The goal is accuracy and the standard is high. However, a lot of listen and repeat can become very boring and demotivating, especially for long and difficult sentences.
For a very long sentence, one useful technique is to have students repeat one extra phrase at a time starting from the back of the sentence. For example:
The quick brown fox jumps over the lazy dog.
The lazy dog
repeat
jumps over the lazy dog
repeat
The quick brown fox jumps over the lazy dog
repeat
Another use for corralling is to asses students' ability. It is very difficult to repeat language you do not know. Try it with someone who speaks a language you do not understand. Get them to say a sentence in their mother tongue and try to repeat what they say accurately.
This is a very mechanical form of drilling, and as such students may be able to complete them without much thought or understanding of what they are repeating.
Interactive Drills
Interactive drills use target language to ask questions with predictable answers limited by the number of possible responses. A typical interactive drill might be as follows:
Teacher: Keiko, what did you do last night?

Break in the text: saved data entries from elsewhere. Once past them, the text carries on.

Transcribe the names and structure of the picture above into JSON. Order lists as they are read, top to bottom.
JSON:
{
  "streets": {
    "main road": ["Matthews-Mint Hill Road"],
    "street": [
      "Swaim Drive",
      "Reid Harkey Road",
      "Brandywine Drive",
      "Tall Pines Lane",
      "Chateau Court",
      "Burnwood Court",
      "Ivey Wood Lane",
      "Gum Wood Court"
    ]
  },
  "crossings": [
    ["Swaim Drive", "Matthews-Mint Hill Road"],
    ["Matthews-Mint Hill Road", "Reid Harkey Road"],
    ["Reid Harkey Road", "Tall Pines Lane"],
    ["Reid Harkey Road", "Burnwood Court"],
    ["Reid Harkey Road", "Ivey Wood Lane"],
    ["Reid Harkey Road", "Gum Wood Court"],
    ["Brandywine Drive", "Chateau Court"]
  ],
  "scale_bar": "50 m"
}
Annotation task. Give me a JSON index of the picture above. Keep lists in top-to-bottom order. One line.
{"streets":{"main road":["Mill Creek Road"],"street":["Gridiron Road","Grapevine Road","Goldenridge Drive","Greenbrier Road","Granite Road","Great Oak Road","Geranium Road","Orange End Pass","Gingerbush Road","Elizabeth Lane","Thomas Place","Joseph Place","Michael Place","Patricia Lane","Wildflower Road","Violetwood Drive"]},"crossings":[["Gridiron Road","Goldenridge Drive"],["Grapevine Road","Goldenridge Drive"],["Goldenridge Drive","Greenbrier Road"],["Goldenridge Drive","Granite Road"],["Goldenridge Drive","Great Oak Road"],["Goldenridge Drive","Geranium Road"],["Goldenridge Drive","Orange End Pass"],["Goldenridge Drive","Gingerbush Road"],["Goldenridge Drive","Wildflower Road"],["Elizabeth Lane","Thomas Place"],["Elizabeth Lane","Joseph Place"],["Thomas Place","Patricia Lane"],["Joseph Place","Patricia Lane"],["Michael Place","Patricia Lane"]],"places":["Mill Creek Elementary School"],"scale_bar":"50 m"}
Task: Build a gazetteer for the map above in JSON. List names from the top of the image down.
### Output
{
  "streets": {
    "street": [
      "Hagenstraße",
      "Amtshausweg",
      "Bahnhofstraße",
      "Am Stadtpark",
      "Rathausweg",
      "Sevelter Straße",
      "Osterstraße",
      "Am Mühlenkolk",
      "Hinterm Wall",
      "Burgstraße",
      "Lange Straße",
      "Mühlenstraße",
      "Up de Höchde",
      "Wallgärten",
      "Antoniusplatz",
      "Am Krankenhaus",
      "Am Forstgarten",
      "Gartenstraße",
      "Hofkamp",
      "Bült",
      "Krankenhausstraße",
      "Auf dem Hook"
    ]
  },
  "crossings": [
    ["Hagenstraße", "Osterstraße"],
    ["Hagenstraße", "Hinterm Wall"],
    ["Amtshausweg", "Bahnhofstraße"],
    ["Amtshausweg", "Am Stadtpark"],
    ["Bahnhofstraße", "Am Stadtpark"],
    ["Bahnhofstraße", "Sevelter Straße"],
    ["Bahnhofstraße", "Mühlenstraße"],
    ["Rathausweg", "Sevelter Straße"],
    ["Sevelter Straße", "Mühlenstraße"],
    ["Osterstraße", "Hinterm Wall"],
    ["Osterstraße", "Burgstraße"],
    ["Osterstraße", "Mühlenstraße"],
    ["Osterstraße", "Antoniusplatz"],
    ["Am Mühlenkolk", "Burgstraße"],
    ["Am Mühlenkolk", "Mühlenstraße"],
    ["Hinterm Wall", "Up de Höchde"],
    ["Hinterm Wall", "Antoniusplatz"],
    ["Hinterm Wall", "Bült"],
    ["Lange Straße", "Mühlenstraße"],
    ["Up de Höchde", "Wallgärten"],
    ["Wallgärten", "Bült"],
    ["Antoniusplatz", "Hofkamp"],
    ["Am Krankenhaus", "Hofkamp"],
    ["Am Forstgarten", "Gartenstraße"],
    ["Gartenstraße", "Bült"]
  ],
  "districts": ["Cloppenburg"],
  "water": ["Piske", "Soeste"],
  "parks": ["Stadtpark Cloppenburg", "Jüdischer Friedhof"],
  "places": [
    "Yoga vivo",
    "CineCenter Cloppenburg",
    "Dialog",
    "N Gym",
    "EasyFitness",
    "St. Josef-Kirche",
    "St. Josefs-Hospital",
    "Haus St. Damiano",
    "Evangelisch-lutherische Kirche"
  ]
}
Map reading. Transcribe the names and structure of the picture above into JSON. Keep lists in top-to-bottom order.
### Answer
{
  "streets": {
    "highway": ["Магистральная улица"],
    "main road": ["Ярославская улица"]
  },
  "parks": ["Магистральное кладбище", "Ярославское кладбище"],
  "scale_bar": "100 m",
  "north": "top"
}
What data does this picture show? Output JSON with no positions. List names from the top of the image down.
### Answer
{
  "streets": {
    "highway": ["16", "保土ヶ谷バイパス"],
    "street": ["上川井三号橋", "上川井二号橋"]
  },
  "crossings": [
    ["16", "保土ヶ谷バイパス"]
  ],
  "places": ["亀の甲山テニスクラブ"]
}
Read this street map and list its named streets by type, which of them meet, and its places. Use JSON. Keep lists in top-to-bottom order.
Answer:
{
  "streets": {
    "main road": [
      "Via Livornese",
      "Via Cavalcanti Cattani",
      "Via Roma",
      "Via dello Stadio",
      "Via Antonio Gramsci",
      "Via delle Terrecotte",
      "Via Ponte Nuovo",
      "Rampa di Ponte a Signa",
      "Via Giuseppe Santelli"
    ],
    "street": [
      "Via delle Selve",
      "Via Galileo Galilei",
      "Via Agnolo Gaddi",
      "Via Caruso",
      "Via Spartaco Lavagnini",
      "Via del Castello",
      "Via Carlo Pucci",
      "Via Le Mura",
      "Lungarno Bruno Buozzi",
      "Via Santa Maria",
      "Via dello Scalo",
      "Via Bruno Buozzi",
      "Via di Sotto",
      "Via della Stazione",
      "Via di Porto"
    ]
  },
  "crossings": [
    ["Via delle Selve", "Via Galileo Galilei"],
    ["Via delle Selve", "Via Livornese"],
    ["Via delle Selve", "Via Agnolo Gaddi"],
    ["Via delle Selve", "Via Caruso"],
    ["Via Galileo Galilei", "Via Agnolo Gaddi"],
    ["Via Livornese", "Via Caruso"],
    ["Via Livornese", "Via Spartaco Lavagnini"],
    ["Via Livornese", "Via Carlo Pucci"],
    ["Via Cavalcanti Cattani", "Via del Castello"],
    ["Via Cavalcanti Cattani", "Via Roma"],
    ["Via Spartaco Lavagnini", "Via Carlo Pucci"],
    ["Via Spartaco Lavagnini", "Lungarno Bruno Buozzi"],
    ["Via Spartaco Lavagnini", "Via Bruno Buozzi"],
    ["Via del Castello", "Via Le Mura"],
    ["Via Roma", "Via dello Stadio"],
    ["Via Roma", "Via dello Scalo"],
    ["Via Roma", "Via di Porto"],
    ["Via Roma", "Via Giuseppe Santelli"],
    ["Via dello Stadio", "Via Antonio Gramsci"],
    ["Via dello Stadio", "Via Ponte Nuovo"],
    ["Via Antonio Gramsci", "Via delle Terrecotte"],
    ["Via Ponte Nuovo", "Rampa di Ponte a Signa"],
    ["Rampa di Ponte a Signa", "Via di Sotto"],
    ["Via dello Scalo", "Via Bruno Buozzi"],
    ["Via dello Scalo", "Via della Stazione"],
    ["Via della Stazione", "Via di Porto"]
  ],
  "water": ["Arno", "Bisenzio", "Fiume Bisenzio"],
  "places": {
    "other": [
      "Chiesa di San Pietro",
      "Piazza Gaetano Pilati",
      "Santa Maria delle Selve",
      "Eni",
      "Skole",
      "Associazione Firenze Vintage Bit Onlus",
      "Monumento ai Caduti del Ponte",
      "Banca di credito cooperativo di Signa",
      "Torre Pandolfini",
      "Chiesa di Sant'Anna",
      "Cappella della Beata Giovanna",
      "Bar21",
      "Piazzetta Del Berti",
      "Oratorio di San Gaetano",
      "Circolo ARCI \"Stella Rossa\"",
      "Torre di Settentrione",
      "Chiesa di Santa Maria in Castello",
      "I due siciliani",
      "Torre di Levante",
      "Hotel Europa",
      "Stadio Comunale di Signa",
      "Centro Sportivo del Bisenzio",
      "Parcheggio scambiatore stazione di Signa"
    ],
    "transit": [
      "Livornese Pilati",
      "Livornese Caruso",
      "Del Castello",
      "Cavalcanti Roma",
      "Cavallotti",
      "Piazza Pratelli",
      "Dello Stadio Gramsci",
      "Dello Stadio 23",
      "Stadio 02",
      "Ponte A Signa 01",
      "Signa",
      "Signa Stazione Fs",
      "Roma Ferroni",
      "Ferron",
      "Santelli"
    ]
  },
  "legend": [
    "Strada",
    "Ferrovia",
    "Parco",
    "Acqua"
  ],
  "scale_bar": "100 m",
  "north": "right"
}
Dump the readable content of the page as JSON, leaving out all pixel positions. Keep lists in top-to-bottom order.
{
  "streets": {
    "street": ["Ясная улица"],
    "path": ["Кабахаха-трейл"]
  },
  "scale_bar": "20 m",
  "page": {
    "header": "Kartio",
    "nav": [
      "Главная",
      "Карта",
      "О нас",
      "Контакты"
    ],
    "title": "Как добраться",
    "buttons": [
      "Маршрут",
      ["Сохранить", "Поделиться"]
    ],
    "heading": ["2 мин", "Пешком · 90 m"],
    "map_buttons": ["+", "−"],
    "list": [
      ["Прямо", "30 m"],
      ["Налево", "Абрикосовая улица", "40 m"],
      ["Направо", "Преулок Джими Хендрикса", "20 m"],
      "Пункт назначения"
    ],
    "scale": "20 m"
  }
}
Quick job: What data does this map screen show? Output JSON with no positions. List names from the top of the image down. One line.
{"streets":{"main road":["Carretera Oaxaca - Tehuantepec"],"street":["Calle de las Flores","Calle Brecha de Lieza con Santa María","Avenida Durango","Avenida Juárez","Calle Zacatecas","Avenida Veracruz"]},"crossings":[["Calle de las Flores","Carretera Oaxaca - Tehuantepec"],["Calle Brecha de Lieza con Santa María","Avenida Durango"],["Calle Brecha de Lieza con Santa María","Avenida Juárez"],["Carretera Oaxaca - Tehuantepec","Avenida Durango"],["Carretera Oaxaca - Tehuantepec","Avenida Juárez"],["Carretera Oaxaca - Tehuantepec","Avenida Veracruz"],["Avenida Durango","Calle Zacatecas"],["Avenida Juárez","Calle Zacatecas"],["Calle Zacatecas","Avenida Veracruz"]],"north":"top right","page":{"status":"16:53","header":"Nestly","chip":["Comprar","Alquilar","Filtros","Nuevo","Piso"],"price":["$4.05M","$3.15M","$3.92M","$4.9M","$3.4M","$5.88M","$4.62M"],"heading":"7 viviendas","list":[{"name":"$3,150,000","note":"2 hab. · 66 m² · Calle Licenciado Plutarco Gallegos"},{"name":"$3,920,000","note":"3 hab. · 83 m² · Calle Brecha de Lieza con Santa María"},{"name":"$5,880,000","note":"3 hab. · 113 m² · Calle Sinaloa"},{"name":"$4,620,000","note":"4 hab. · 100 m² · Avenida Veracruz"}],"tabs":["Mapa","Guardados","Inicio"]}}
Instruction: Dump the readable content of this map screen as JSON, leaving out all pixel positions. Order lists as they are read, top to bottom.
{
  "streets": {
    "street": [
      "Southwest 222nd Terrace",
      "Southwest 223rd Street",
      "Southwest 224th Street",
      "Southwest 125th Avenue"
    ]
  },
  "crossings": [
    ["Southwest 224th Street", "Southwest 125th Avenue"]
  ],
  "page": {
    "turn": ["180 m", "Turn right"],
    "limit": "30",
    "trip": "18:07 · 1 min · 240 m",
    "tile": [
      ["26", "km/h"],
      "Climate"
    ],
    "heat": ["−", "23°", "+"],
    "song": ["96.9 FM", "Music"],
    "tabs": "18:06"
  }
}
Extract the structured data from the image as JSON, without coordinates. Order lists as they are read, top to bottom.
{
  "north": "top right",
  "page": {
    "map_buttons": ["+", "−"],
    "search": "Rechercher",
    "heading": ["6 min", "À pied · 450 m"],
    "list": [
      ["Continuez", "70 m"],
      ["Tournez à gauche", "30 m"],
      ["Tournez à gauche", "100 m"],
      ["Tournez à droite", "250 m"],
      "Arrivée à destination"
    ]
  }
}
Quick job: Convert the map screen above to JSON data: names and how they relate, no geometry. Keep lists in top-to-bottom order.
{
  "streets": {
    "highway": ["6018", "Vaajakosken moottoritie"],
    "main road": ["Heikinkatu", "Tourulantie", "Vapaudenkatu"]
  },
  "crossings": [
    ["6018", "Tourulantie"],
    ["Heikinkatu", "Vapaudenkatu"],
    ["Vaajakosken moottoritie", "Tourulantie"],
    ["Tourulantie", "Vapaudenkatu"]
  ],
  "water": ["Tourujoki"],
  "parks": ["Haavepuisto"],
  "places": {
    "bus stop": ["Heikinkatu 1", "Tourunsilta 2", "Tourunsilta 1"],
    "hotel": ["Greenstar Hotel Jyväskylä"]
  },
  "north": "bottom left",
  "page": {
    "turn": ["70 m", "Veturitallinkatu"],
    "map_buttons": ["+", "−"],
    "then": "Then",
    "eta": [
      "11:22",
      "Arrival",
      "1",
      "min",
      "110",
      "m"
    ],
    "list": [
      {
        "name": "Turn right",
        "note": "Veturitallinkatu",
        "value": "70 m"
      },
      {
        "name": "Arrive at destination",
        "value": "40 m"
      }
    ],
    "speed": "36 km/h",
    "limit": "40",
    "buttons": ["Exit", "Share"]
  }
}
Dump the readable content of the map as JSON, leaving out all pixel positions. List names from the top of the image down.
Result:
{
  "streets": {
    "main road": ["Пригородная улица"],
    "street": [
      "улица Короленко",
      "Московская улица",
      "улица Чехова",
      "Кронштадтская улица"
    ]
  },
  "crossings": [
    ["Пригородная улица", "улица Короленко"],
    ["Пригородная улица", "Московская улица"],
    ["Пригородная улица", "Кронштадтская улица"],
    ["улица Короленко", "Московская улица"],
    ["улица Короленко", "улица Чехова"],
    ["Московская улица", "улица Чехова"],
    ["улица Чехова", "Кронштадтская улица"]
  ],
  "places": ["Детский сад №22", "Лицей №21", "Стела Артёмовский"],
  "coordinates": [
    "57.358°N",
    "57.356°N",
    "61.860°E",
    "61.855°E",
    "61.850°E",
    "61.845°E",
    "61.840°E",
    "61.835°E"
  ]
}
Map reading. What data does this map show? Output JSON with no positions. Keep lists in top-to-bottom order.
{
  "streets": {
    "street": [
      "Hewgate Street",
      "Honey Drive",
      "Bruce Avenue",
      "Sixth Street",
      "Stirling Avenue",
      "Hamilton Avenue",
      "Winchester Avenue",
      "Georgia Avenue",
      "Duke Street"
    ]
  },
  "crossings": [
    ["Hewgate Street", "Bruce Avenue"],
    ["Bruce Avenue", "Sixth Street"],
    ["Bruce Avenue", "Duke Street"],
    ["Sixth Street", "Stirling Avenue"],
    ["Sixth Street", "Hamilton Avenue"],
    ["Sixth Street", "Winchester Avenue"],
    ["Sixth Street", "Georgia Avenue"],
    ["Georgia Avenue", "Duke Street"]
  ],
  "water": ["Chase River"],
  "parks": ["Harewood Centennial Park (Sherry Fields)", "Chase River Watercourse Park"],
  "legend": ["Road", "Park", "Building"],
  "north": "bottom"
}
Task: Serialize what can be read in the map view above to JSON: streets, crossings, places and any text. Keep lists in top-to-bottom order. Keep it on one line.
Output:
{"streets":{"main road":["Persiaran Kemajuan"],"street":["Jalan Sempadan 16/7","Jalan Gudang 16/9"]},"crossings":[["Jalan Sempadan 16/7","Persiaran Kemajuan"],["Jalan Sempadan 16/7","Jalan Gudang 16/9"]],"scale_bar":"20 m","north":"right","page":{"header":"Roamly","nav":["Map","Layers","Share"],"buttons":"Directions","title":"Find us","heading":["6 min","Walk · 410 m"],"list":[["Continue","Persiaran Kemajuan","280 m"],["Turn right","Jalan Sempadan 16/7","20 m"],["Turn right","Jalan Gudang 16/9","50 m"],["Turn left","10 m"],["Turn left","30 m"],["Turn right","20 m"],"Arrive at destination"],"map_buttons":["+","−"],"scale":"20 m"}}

Keiko: I watched television.
Teacher: Great, ask Mrs. Kim.
Keiko: Mrs. Kim, what did you do last night?
Mrs Kim: I cooked dinner for my husband
...
Students can also drill each other with the teacher moderating using this method.
Substitution Drills
In a substitution drill the teacher gives an example sentence, then asks the students to change one or more words in it.
Teacher:
ski
I can ski
play tennis
I can play tennis
ski...
Student 1: I can ski
Teacher: play tennis
Student 2: I can play tennis
Teacher: ride a bike
Student 3: I can ride a bike
You can change more than one word to make it more challenging:
Teacher:
I, New Zealand
I come from New Zealand
Your mother, Lao
Your mother comes from Lao
I, New Zealand...
Student 1: I come from New Zealand
Teacher: Your mother, Lao
Student 2: Your mother comes from Lao
Teacher: Sim and Boong
Student 3: Sim and Boong come from Lao
Transformation Drills
As a substitution drill changes vocabulary, a transformation drill changes grammar:
Teacher:
I went to George Town
I have been to George Town
I went to Hyderabad
I have been to Hyderabad
I went to George Town
Student : I have been to George Town
Teacher: Hyderabad
Student: I have been to Hyderabad
Flash Cards
Flash cards are mainly used for drilling vocabulary, though they can also be applied to substitution drills. Basically, they provide a visual, rather than oral, cue for students to respond. They could be used to cue vocabulary for a substitution drill, for example.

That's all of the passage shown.